Oyun'un notu: STAR Gazetesi'nden alıp olduğu gibi aşağıya aktardığımız haberdeki önemli bulduğumuz bir tümceyi kırmızı ile belirgin hâle biz getirdik.


***


12 Eylül Faşizmi'yle her alanda olduğu gibi, tiyatro alanında da hesaplaşılması gerekiyor. 1981 yılındaki faşizm sürecinde kabul edilen İstanbul Şehir Tiyatroları Yönetmeliği, tabii ki, üzerinde tartışılıp değiştirilmesi gereken bir yönetmelik olarak bir köşede küflenmeye terk edilmişti. 


Ancak...


Her alanda olduğu gibi, tiyatro alanındaki değişikler de, ne yazık ki, tartışma kültürüne hizmet edeceğine, kişisel çıkarlar için meze edilen bir yapıya dönüştürülme hastalığı ile karşı karşıya kalıyor.


Kapitalizmin ilelebet muhafaza ve müdafaa edilmesi için tiyatro alanında varlık gösteren yeşil sermaye temsilcileriyle pembe sermaye temsilcilerini karşı karşıya getiren "yeni yönetmelik", üzerinde tartışılmadan, tiyatro kamuoyuna mal edilmeden, hızla Belediye Meclis'ine gelip, şimşek hızıyla meclisten geçirildi.


Dünya görüşlerimizin birbiriyle uyuşmasının söz konusu bile olamayacağı Nejat Birecik, STAR Gazetesi muhabiri Gülcan Tezcan'la yaptığı söyleşide, bizce önemli sözler söylemiş. 


Nejat Birecik'in aşağıda dile getirdiği en önemli sözü şu:


"Sonuçta tüyü bitmemiş yetimin hakkıyla yapılan bir iş bu. 100. yılına 2 yıl kalmış bir kurumun bu halde olmasına üzülüyorum tabi."


Lütfen okuyunuz...


Sosyalist Sanatçı Hilmi Bulunmaz


***


Tiyatroda elini taşın altına koyan olmadı

Kocaeli Şehir Tiyatroları Genel Sanat Yönetmeni Nejat Birecik: Tiyatroda özeleştiri yapılmıyor. İstanbul Şehir Tiyatroları’nda görevliyken "revizyona ihtiyaç var, çalıştay yapalım" dedim ama kimse elini taşın altına koymak istemedi.

Gülcan Tezcan

İstanbul Büyükşehir Belediyesi Şehir Tiyatroları’nın yönetmeliğinde yapılan değişiklik konusunda ‘tiyatro bitiriliyor’ şeklinde tepkiler verenler olsa da yapılan değişikliklere farklı yerden bakanlar da var.
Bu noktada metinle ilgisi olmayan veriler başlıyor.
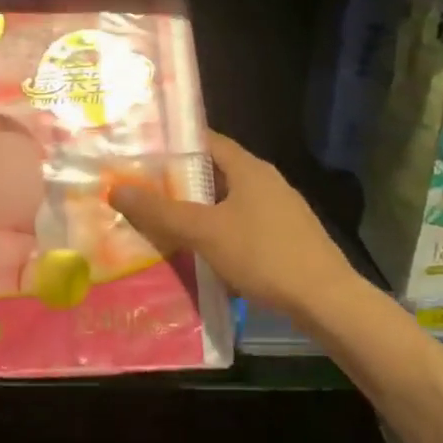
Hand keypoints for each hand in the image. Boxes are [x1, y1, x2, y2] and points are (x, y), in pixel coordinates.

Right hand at [107, 130, 353, 320]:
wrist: (325, 301)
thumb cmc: (263, 254)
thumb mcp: (204, 231)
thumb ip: (160, 210)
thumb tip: (116, 189)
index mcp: (249, 169)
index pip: (206, 141)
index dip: (174, 144)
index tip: (141, 152)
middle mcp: (266, 182)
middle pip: (214, 172)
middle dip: (178, 181)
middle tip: (141, 189)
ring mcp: (279, 210)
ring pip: (227, 201)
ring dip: (197, 209)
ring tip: (160, 220)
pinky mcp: (285, 237)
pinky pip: (241, 225)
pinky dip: (216, 230)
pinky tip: (198, 251)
Önceki yıllar Şehir Tiyatroları’nda genel sanat yönetmen yardımcılığı yapmış olan ve halen Kocaeli Şehir Tiyatrosu’nun Genel Sanat Yönetmeni olan Nejat Birecik, ödenekli tiyatroların revize edilmesi gerektiğini söylerken tiyatrocuların bu konuda istekli olmadıklarına dikkat çekiyor.


- İstanbul Şehir Tiyatroları’nda yapılan yönetmelik değişikliği bazı sanatçıların tepkisine yol açtı. Siz nasıl bakıyorsunuz bu meseleye?

Ödenekli tiyatrolarda toplam bir revizyona ihtiyaç var. Bunun böyle olduğunu 3 yıldır savunuyorum. Ve ben de bir memur-sanatçı-yönetici olarak bu sistemden rahatsızım. Ama yönetmelikle ilgili değişikliklerin bir çalıştay mantığıyla, akil adamlarla yapılması taraftarıyım. Tek taraflı bir bürokrat veya tek taraflı bir sanatçı bakışıyla değil. Tek elden çıkma hiçbir yönerge bana göre doğru değildir. Ben ödenekli tiyatroların denetimli ve özerk olması taraftarıyım. Hali hazırda devam eden, yanlış dönen bir sistemdir. Ciddi denetime ihtiyaç var. Sonuçta tüyü bitmemiş yetimin hakkıyla yapılan bir iş bu. 100. yılına 2 yıl kalmış bir kurumun bu halde olmasına üzülüyorum tabi. Ama seyircisizliğine de üzülüyorum. Şehir Tiyatrolarından istifa eden genel sanat yönetmenine üç yıl önce bir toplu çalışma teklif etmiştim. Kendisi hiç yaklaşmamıştı buna. O anlamda kızgınım. Elini taşın altına koyması gerekenler zamanında bunu yapmadıkları için bunlar oluyor.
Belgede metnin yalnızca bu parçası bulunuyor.